The performance of classification models is oftten measured by the accuracy score: the number of correct predictions over the total output size. It is simple and straightforward, making it broadly useful. However, accuracy scores can be misleading in certain situations: imbalanced classification problems where one class represents the overwhelming majority of data points.
In such cases, a model that classifies all the data points as belonging to that class will achieve a very high accuracy score due to there being so few misclassifications. Precision and recall are two metrics that help better understand the ability of the classifier to correctly classify items in an imbalanced dataset.

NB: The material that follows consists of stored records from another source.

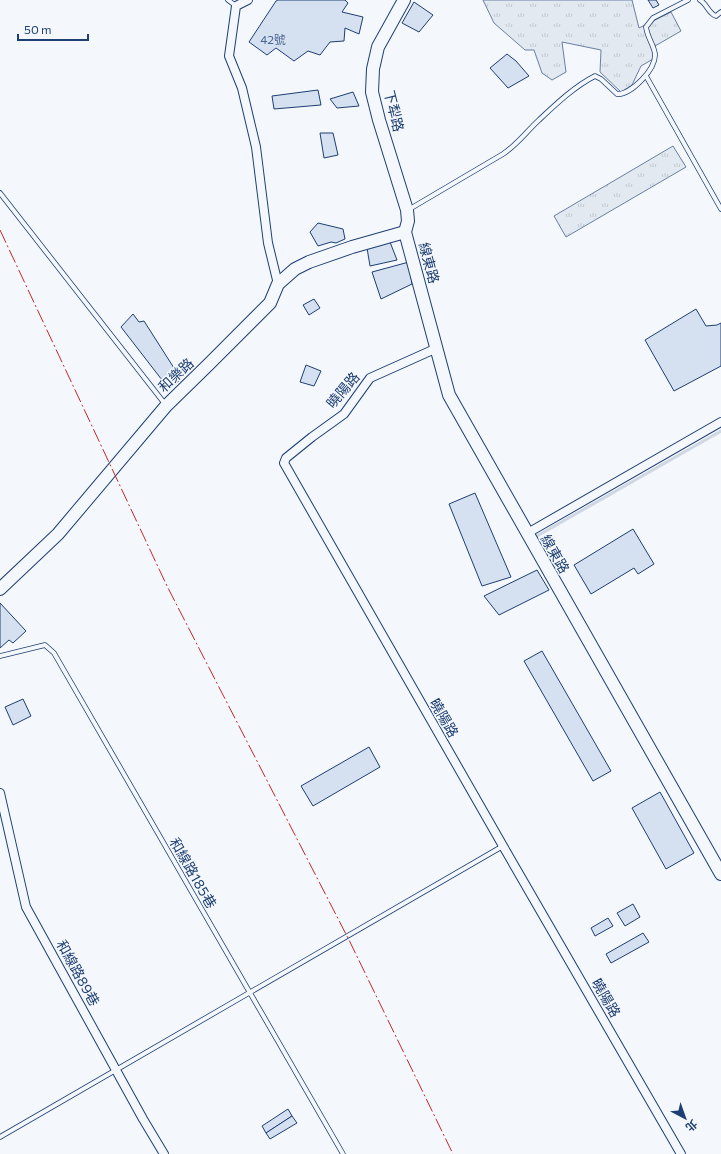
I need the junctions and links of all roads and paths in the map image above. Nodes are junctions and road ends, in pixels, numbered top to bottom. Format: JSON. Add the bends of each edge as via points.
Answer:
{"nodes":[{"id":1,"x":228,"y":0,"type":"edge"},
{"id":2,"x":248,"y":0,"type":"edge"},
{"id":3,"x":404,"y":0,"type":"edge"},
{"id":4,"x":688,"y":0,"type":"edge"},
{"id":5,"x":700,"y":0,"type":"edge"},
{"id":6,"x":236,"y":6,"type":"junction"},
{"id":7,"x":721,"y":12,"type":"edge"},
{"id":8,"x":646,"y":76,"type":"junction"},
{"id":9,"x":0,"y":193,"type":"edge"},
{"id":10,"x":721,"y":209,"type":"edge"},
{"id":11,"x":407,"y":210,"type":"junction"},
{"id":12,"x":405,"y":232,"type":"junction"},
{"id":13,"x":278,"y":284,"type":"junction"},
{"id":14,"x":437,"y":348,"type":"junction"},
{"id":15,"x":166,"y":406,"type":"junction"},
{"id":16,"x":721,"y":422,"type":"edge"},
{"id":17,"x":526,"y":534,"type":"junction"},
{"id":18,"x":0,"y":590,"type":"edge"},
{"id":19,"x":0,"y":656,"type":"edge"},
{"id":20,"x":0,"y":793,"type":"edge"},
{"id":21,"x":503,"y":846,"type":"junction"},
{"id":22,"x":721,"y":874,"type":"edge"},
{"id":23,"x":249,"y":992,"type":"junction"},
{"id":24,"x":116,"y":1070,"type":"junction"},
{"id":25,"x":0,"y":1137,"type":"edge"},
{"id":26,"x":164,"y":1154,"type":"edge"},
{"id":27,"x":343,"y":1154,"type":"edge"},
{"id":28,"x":681,"y":1154,"type":"edge"}],
"edges":[{"from":1,"to":6,"type":"lane"},
{"from":2,"to":6,"type":"street"},
{"from":3,"to":11,"type":"street","name":"下犁路","via":[[378,47],[373,69],[372,92]]},
{"from":4,"to":8,"type":"lane","via":[[653,18],[646,27],[655,54]]},
{"from":5,"to":7,"type":"lane","via":[[711,14],[716,16]]},
{"from":6,"to":13,"type":"street","via":[[229,56],[242,88],[256,147],[268,243]]},
{"from":8,"to":10,"type":"lane"},
{"from":8,"to":11,"type":"lane","via":[[622,94],[617,94],[602,79],[596,76],[590,78],[539,120],[510,150]]},
{"from":9,"to":15,"type":"lane"},
{"from":11,"to":12,"type":"street","name":"下犁路"},
{"from":12,"to":13,"type":"street","name":"和樂路","via":[[308,262],[295,269]]},
{"from":12,"to":14,"type":"street","name":"線東路"},
{"from":13,"to":15,"type":"street","name":"和樂路","via":[[270,303]]},
{"from":14,"to":17,"type":"street","name":"線東路","via":[[448,395]]},
{"from":14,"to":21,"type":"street","name":"曉陽路","via":[[370,378],[344,414],[312,436],[286,458],[284,463]]},
{"from":15,"to":18,"type":"street","name":"和樂路","via":[[58,534]]},
{"from":16,"to":17,"type":"street"},
{"from":17,"to":22,"type":"street","name":"線東路"},
{"from":19,"to":23,"type":"lane","name":"和線路185巷","via":[[45,645],[54,653]]},
{"from":20,"to":24,"type":"street","name":"和線路89巷","via":[[26,907]]},
{"from":21,"to":23,"type":"lane"},
{"from":21,"to":28,"type":"street","name":"曉陽路"},
{"from":23,"to":24,"type":"lane"},
{"from":23,"to":27,"type":"lane","name":"和線路185巷"},
{"from":24,"to":25,"type":"lane"},
{"from":24,"to":26,"type":"street","name":"和線路89巷"}]}
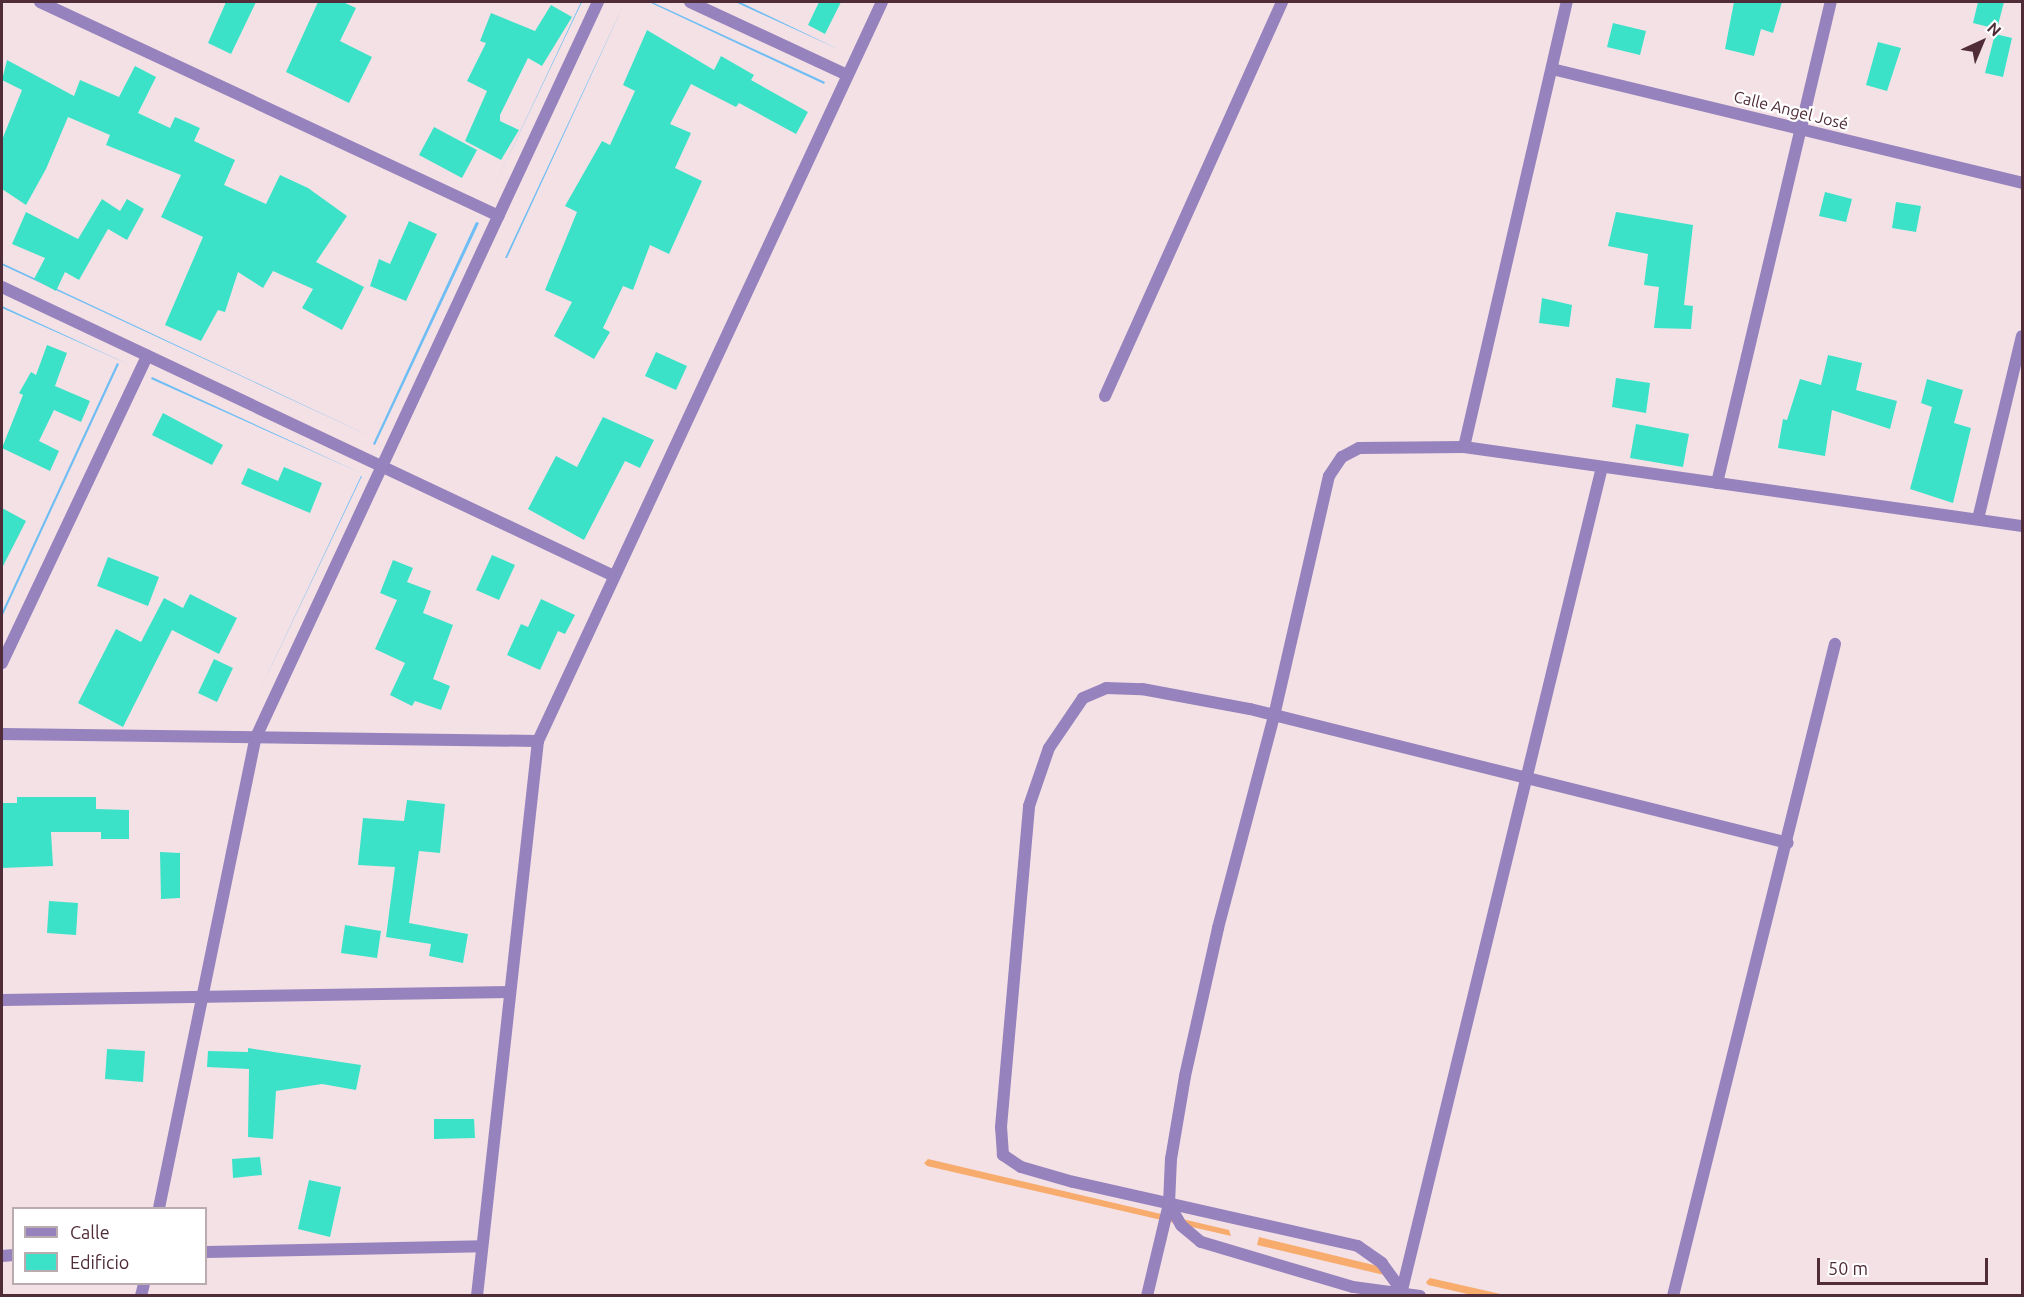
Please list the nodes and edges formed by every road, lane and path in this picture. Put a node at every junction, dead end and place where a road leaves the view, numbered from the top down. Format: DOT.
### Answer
graph roads {
  1 [pos="40,2"];
  2 [pos="598,2"];
  3 [pos="690,2"];
  4 [pos="882,2"];
  5 [pos="1282,2"];
  6 [pos="1567,2"];
  7 [pos="1831,2"];
  8 [pos="1552,69"];
  9 [pos="848,75"];
  10 [pos="1801,129"];
  11 [pos="2022,183"];
  12 [pos="499,216"];
  13 [pos="2,287"];
  14 [pos="2022,336"];
  15 [pos="147,356"];
  16 [pos="1105,396"];
  17 [pos="1464,447"];
  18 [pos="383,467"];
  19 [pos="1602,467"];
  20 [pos="1717,483"];
  21 [pos="1978,519"];
  22 [pos="2022,526"];
  23 [pos="614,576"];
  24 [pos="1835,644"];
  25 [pos="2,663"];
  26 [pos="1274,716"];
  27 [pos="2,734"];
  28 [pos="256,737"];
  29 [pos="537,741"];
  30 [pos="1526,781"];
  31 [pos="1788,843"];
  32 [pos="510,992"];
  33 [pos="201,997"];
  34 [pos="2,1000"];
  35 [pos="1169,1204"];
  36 [pos="159,1207"];
  37 [pos="482,1246"];
  38 [pos="207,1252"];
  39 [pos="1401,1293"];
  40 [pos="477,1296"];
  41 [pos="1147,1296"];
  42 [pos="1420,1296"];
  43 [pos="1673,1296"];
  1 -- 12 [label="street"];
  2 -- 12 [label="street"];
  3 -- 9 [label="street"];
  4 -- 9 [label="street"];
  5 -- 16 [label="street"];
  6 -- 8 [label="street"];
  7 -- 10 [label="street"];
  8 -- 10 [label="street, Calle Angel José"];
  8 -- 17 [label="street"];
  9 -- 23 [label="street"];
  10 -- 11 [label="street, Calle Angel José"];
  10 -- 20 [label="street"];
  12 -- 18 [label="street"];
  13 -- 15 [label="street"];
  14 -- 21 [label="street"];
  15 -- 18 [label="street"];
  15 -- 25 [label="street"];
  17 -- 19 [label="street"];
  17 -- 26 [label="street"];
  18 -- 23 [label="street"];
  18 -- 28 [label="street"];
  19 -- 20 [label="street"];
  19 -- 30 [label="street"];
  20 -- 21 [label="street"];
  21 -- 22 [label="street"];
  23 -- 29 [label="street"];
  24 -- 31 [label="street"];
  26 -- 30 [label="street"];
  26 -- 35 [label="street"];
  26 -- 35 [label="street"];
  27 -- 28 [label="street"];
  28 -- 29 [label="street"];
  28 -- 33 [label="street"];
  29 -- 32 [label="street"];
  30 -- 31 [label="street"];
  30 -- 39 [label="street"];
  31 -- 43 [label="street"];
  32 -- 33 [label="street"];
  32 -- 37 [label="street"];
  33 -- 34 [label="street"];
  33 -- 36 [label="street"];
  35 -- 39 [label="street"];
  35 -- 39 [label="street"];
  35 -- 41 [label="street"];
  37 -- 38 [label="street"];
  37 -- 40 [label="street"];
  39 -- 42 [label="street"];
}
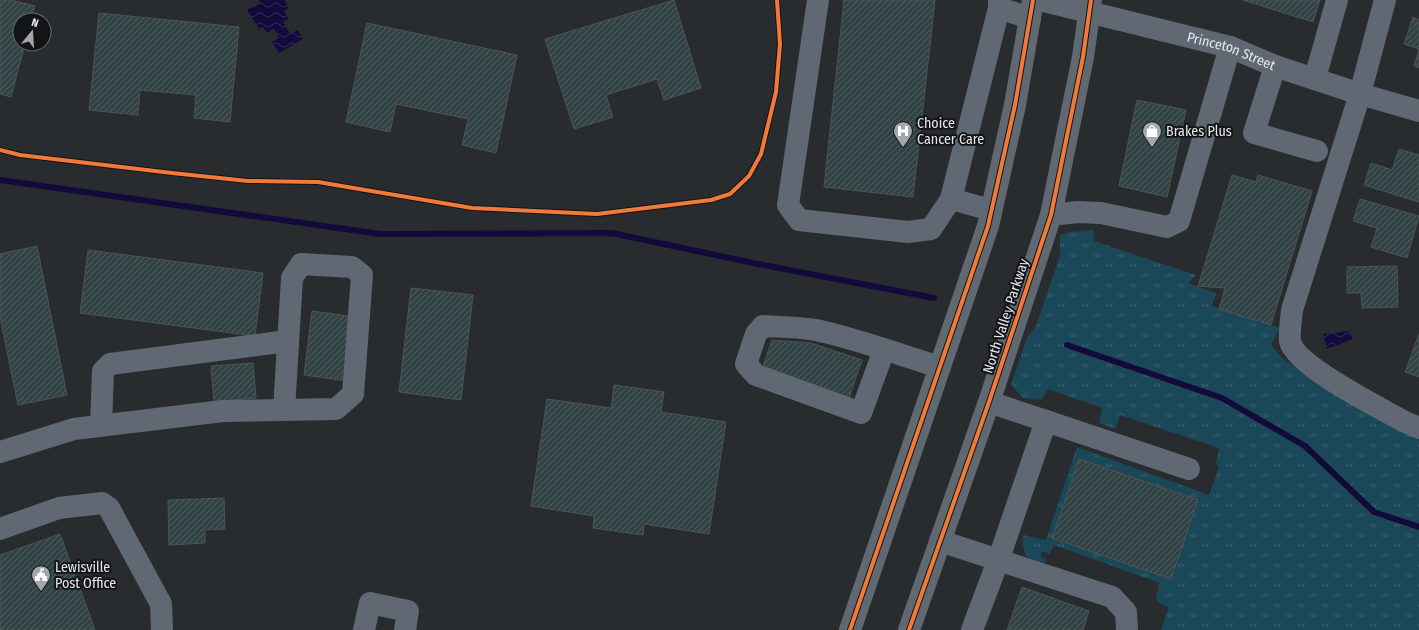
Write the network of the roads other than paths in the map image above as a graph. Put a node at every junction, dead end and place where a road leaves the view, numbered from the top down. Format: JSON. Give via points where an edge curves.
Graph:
{"nodes":[{"id":1,"x":818,"y":0,"type":"edge"},
{"id":2,"x":1337,"y":0,"type":"edge"},
{"id":3,"x":1385,"y":0,"type":"edge"},
{"id":4,"x":999,"y":4,"type":"edge"},
{"id":5,"x":1034,"y":6,"type":"edge"},
{"id":6,"x":1090,"y":6,"type":"edge"},
{"id":7,"x":1230,"y":47,"type":"junction"},
{"id":8,"x":1275,"y":66,"type":"junction"},
{"id":9,"x":1315,"y":78,"type":"junction"},
{"id":10,"x":1360,"y":94,"type":"junction"},
{"id":11,"x":1419,"y":111,"type":"edge"},
{"id":12,"x":1318,"y":151,"type":"dead end"},
{"id":13,"x":951,"y":199,"type":"junction"},
{"id":14,"x":991,"y":210,"type":"junction"},
{"id":15,"x":1051,"y":215,"type":"junction"},
{"id":16,"x":288,"y":341,"type":"junction"},
{"id":17,"x":884,"y":350,"type":"junction"},
{"id":18,"x":940,"y":367,"type":"junction"},
{"id":19,"x":990,"y":402,"type":"junction"},
{"id":20,"x":284,"y":410,"type":"junction"},
{"id":21,"x":1046,"y":421,"type":"junction"},
{"id":22,"x":101,"y":426,"type":"junction"},
{"id":23,"x":1419,"y":428,"type":"edge"},
{"id":24,"x":0,"y":452,"type":"edge"},
{"id":25,"x":1189,"y":469,"type":"dead end"},
{"id":26,"x":0,"y":529,"type":"edge"},
{"id":27,"x":940,"y":541,"type":"junction"},
{"id":28,"x":998,"y":561,"type":"junction"},
{"id":29,"x":162,"y":630,"type":"edge"},
{"id":30,"x":364,"y":630,"type":"edge"},
{"id":31,"x":405,"y":630,"type":"edge"},
{"id":32,"x":850,"y":630,"type":"edge"},
{"id":33,"x":909,"y":630,"type":"edge"},
{"id":34,"x":972,"y":630,"type":"edge"},
{"id":35,"x":1127,"y":630,"type":"edge"}],
"edges":[{"from":1,"to":13,"type":"street","via":[[788,205],[799,220],[908,232],[931,229]]},
{"from":2,"to":9,"type":"street"},
{"from":3,"to":10,"type":"street"},
{"from":4,"to":5,"type":"street","name":"Princeton Street"},
{"from":4,"to":13,"type":"street"},
{"from":5,"to":6,"type":"street","name":"Princeton Street"},
{"from":5,"to":14,"type":"main road"},
{"from":6,"to":7,"type":"street","name":"Princeton Street"},
{"from":6,"to":15,"type":"main road","name":"North Valley Parkway"},
{"from":7,"to":8,"type":"street","name":"Princeton Street"},
{"from":7,"to":15,"type":"street","via":[[1179,221],[1168,227],[1101,213]]},
{"from":8,"to":9,"type":"street","name":"Princeton Street"},
{"from":8,"to":12,"type":"street","via":[[1254,133]]},
{"from":9,"to":10,"type":"street","name":"Princeton Street"},
{"from":10,"to":11,"type":"street","name":"Princeton Street"},
{"from":10,"to":23,"type":"street","via":[[1292,310],[1290,342],[1301,358],[1319,373]]},
{"from":13,"to":14,"type":"street"},
{"from":14,"to":18,"type":"main road","via":[[988,226]]},
{"from":15,"to":19,"type":"main road","name":"North Valley Parkway"},
{"from":16,"to":20,"type":"street"},
{"from":16,"to":20,"type":"street","via":[[292,278],[301,264],[352,267],[362,275],[353,394],[336,409]]},
{"from":16,"to":22,"type":"street","via":[[110,364],[103,371]]},
{"from":17,"to":17,"type":"street","via":[[816,330],[764,326],[756,334],[746,364],[756,375],[862,413]]},
{"from":17,"to":18,"type":"street"},
{"from":18,"to":32,"type":"main road"},
{"from":19,"to":21,"type":"street"},
{"from":19,"to":27,"type":"main road","name":"North Valley Parkway"},
{"from":20,"to":22,"type":"street","via":[[223,411]]},
{"from":21,"to":25,"type":"street"},
{"from":21,"to":28,"type":"street"},
{"from":22,"to":24,"type":"street","via":[[74,429]]},
{"from":26,"to":29,"type":"street","via":[[59,508],[102,503],[109,508],[127,538],[161,604]]},
{"from":27,"to":28,"type":"street"},
{"from":27,"to":33,"type":"main road","name":"North Valley Parkway"},
{"from":28,"to":34,"type":"street"},
{"from":28,"to":35,"type":"street","via":[[1112,597],[1126,612]]},
{"from":30,"to":31,"type":"street","via":[[370,602],[408,611]]}]}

Precision measures the ability of a model to identify relevant data points. In the simplest terms, it is the ratio between the True Positives and all the Positives.
Intuitively, in such classification problems, the focus should also be on identifying the data points not belonging to the majority class. Or in other words, to correctly identify true positives. This is called Recall.
To fully evaluate the effectiveness of a model, both precision and recall have to be evaluated. One ideally aims for high precision and high recall. However, both are not possible at the same time. Improving one comes at the expense of the other.
Therefore, a tradeoff has to be made between the two. The recall is to be maximized when False Positives should ideally be avoided (eg. classifying a patient as healthy when he is not actually). The precision should be maximized when False Negatives are to be avoided (e.g. classifying an important mail as spam).
There are situations where prioritizing one over the other is not an option. In such cases, the F1 score is used. F1 score is the harmonic mean of precision and recall.
Precision and Recall both are very important metrics in evaluating classifiers. Finding a balance between them is very important to get the best possible model.